Accepter les maux de coeur

Nous le constatons depuis quelques temps, un nombre grandissant de personnes traversent des épreuves liées à la séparation, que ce soit un divorce, un deuil, une perte d'emploi, un déménagement, une rupture amicale, une perte d'argent... Nous remarquerons que tout ce qui nous fait souffrir ici bas est à mettre en parallèle avec une séparation.

Cela est très déstabilisant et douloureux, car souvent inattendu en apparence. Pourtant, ces diverses séparations ne sont pas le fruit du hasard ou de la fatalité, mais les pièces d'un puzzle plus gigantesque, d'un plan invisible à nos yeux physiques. En effet, lorsque l'on a le nez dans le guidon, on ne voit pas l'horizon. 

Parlons maintenant des sentiments et émotions désagréables qui nous habitent lors d'épreuves, car ils sont on ne peut plus normaux. J'insiste sur ce fait, ils sont NORMAUX.

Oui, c'est normal de pleurer la perte d'une personne

Oui, c'est normal d'avoir peur du changement

Oui, c'est normal de se sentir perdu lorsque l'on perd son emploi

Oui, c'est normal d'être tourmenté, effondré, écœuré, triste...

Ces réactions sont fréquentes, bien qu'elles ne soient pas obligatoires.

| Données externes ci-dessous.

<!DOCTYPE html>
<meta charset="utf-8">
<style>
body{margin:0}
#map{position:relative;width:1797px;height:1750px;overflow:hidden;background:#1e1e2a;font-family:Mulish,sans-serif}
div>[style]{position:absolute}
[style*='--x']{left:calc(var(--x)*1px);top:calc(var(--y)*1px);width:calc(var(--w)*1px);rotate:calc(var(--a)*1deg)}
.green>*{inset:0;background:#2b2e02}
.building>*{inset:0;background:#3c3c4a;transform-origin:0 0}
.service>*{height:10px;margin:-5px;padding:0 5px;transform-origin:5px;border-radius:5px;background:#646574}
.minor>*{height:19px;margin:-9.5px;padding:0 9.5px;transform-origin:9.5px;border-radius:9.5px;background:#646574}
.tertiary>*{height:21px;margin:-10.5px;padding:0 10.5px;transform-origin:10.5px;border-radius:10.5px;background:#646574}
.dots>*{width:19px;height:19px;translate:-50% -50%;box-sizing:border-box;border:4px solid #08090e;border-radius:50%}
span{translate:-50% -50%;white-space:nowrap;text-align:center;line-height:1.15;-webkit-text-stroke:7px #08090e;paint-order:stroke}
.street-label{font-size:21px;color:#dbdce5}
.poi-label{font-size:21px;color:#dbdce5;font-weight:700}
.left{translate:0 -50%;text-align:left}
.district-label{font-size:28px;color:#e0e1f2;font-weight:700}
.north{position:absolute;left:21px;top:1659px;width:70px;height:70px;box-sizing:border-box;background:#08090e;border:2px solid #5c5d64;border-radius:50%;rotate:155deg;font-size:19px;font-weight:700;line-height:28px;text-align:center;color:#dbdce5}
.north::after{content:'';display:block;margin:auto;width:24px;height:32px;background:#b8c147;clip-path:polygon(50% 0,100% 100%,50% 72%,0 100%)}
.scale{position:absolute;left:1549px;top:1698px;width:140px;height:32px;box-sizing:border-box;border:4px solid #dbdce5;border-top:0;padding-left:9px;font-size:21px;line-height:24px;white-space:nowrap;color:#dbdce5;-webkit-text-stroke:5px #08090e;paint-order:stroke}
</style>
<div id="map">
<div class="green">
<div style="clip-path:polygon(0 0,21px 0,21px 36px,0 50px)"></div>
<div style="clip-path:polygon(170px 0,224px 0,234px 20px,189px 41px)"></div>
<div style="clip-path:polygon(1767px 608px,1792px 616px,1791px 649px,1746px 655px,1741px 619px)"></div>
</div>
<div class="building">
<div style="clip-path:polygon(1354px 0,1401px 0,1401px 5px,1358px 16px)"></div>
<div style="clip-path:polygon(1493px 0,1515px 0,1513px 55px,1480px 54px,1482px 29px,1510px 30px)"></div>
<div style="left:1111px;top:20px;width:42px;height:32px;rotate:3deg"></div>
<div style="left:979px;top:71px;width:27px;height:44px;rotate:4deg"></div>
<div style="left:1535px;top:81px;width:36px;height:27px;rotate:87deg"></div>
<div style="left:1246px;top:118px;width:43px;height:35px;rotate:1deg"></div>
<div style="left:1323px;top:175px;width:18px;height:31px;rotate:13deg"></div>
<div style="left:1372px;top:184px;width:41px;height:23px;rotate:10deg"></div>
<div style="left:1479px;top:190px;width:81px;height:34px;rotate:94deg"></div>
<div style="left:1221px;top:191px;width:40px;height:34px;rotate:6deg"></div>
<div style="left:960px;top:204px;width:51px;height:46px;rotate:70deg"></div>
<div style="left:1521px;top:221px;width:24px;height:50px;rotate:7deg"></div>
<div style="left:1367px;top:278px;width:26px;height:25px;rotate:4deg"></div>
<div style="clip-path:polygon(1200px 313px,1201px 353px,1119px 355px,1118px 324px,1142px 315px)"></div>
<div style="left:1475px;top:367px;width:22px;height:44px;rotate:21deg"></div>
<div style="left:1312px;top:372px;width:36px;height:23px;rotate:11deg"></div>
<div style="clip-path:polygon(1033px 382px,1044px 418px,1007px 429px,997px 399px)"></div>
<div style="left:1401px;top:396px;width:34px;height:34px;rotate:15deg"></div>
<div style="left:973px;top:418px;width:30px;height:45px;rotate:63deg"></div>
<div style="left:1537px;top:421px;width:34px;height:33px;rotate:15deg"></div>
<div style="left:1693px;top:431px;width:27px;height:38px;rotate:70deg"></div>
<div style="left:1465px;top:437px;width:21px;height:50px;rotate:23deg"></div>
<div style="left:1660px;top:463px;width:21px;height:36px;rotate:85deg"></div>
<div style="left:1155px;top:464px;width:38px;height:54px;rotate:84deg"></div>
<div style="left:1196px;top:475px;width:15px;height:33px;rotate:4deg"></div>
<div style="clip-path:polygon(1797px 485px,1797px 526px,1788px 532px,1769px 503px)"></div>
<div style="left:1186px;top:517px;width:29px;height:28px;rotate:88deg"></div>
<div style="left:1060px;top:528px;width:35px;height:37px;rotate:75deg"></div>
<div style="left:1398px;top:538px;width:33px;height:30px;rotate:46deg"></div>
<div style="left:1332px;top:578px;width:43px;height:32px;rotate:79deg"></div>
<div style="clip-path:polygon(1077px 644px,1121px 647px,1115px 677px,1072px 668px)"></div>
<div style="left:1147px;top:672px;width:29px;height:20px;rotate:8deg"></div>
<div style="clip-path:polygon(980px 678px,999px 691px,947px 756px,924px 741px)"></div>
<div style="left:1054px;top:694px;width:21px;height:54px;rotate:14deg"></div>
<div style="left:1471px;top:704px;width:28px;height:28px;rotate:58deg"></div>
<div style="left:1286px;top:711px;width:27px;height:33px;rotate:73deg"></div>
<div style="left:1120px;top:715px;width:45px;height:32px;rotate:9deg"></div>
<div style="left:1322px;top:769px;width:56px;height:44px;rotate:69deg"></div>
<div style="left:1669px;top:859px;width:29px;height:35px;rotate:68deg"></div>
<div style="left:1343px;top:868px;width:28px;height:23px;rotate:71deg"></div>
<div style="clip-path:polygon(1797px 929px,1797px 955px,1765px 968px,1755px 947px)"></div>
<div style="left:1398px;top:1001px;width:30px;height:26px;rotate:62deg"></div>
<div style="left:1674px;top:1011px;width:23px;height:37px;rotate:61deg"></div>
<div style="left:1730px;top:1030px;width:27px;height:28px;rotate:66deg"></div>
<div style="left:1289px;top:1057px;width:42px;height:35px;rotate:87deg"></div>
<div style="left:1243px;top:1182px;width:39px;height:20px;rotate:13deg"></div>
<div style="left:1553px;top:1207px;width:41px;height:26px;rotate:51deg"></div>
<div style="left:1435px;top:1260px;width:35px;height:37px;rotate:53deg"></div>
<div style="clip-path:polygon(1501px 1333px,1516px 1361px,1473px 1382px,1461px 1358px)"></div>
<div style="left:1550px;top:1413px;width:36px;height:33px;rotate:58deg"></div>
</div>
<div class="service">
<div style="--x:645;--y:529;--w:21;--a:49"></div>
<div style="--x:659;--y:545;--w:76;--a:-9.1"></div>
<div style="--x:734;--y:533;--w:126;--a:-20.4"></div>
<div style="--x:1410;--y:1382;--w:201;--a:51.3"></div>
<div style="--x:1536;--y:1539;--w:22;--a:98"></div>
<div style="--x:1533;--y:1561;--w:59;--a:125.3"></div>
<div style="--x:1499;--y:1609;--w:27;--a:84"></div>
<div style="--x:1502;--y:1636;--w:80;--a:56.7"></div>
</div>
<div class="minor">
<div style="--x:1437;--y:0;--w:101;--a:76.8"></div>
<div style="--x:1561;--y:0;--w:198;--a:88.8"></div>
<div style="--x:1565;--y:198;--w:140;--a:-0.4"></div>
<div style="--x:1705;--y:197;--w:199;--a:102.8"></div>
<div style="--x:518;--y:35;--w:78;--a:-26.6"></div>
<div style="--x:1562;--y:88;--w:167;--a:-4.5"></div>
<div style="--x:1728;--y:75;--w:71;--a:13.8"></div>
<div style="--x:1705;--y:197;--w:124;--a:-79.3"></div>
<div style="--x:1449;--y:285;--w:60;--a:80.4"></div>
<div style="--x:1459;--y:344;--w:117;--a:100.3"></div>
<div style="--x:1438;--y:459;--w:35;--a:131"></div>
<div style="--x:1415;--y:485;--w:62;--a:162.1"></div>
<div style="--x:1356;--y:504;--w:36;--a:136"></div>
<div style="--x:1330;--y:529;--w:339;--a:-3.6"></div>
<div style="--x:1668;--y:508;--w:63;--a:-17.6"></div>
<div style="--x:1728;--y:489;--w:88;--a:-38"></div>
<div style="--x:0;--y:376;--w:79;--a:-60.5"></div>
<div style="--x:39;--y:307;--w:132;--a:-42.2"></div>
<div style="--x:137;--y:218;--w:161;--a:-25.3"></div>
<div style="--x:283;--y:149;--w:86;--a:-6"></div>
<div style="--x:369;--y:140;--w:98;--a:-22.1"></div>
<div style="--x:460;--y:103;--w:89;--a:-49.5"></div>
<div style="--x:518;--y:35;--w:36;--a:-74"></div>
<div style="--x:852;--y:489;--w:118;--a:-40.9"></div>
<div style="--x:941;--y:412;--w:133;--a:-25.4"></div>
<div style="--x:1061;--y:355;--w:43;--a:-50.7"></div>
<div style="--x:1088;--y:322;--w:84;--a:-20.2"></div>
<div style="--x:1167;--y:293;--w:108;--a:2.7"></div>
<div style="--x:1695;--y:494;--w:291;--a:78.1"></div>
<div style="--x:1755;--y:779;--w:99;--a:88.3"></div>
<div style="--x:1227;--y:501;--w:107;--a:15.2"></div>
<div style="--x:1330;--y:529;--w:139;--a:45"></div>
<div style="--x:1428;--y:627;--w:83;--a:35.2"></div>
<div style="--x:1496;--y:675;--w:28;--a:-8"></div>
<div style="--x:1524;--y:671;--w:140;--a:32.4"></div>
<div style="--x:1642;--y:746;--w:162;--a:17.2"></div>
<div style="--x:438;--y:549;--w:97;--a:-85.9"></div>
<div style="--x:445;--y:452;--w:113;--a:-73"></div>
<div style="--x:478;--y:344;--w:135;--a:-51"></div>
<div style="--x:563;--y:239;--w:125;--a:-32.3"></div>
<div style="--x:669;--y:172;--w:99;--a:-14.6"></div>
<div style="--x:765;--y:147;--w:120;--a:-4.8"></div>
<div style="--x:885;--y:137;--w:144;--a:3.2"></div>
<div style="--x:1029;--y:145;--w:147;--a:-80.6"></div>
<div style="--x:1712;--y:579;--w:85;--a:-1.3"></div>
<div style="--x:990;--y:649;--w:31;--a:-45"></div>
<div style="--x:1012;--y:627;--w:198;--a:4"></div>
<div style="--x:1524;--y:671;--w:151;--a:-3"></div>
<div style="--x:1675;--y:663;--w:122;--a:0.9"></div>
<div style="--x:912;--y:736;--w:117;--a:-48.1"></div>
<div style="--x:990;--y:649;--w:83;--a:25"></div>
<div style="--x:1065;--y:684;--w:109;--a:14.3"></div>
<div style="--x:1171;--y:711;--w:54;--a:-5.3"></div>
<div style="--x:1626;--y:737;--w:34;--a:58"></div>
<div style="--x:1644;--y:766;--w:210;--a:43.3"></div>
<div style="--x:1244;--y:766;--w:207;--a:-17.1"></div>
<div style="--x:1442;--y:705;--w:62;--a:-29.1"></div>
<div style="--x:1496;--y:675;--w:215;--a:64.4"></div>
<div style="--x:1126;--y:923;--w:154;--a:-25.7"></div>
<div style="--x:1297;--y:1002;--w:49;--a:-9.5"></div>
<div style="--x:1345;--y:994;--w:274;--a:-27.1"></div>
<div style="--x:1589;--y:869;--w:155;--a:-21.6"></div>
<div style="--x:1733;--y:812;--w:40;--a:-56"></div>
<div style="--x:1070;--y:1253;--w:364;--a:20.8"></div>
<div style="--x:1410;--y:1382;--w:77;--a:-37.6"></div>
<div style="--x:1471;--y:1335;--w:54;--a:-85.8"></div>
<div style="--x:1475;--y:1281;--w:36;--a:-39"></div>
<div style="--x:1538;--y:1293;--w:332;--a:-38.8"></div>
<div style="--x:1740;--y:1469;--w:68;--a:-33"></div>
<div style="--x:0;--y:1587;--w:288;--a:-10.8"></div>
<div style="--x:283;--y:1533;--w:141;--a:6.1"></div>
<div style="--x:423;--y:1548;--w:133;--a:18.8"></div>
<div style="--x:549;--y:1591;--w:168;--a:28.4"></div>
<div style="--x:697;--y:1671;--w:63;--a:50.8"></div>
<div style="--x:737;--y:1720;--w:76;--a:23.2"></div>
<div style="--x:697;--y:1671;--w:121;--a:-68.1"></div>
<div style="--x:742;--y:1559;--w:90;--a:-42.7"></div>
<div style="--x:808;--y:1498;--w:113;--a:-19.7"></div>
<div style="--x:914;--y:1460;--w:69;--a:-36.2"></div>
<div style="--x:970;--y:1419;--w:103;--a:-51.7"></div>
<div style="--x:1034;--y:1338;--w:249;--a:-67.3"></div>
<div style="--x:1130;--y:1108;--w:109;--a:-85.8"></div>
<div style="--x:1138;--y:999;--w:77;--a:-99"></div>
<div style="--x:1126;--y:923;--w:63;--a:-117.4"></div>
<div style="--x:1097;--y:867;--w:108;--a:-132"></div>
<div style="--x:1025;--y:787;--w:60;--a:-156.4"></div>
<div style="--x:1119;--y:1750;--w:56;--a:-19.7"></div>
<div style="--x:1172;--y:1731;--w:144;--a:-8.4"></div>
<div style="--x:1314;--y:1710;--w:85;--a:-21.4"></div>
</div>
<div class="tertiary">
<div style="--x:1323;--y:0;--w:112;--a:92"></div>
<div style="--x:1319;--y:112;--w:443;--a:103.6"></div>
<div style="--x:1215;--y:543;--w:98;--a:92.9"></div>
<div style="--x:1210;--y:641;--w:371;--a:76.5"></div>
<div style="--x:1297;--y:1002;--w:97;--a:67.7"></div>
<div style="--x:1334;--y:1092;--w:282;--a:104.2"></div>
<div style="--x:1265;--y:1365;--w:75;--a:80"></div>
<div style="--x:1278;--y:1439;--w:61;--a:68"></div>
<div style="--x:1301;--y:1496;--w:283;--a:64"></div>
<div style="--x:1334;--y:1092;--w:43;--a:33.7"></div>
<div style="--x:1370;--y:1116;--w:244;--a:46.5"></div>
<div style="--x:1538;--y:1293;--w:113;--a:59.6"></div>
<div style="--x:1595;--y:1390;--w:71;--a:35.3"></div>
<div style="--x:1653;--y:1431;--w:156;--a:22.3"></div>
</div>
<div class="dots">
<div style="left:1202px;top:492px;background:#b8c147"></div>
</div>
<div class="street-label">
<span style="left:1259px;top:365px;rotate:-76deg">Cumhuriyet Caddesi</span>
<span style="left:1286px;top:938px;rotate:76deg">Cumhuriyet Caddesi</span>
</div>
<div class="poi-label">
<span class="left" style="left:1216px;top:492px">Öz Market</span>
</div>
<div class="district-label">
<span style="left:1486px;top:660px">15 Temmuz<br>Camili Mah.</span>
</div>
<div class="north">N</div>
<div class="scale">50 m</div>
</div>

Elle sont courantes, majoritaires, donc s'inscrivent dans la « norme ». Cela ne fait pas de nous des nuls, des peureux, des moins que rien ou autres, elles font de nous des êtres humains avec un grand cœur. L'intensité et la durée de ces émotions négatives varient selon les individus, les vécus, les blessures.

Lorsque nous vivons une séparation, un « trou » se forme dans le cœur, momentanément. Cette plaie laisse alors apparaître une horde de soucis qui étaient jusque là endormis, qui semblent plus graves les uns que les autres. Soucis qui ne pouvaient nous approcher lorsque le cœur était fermé.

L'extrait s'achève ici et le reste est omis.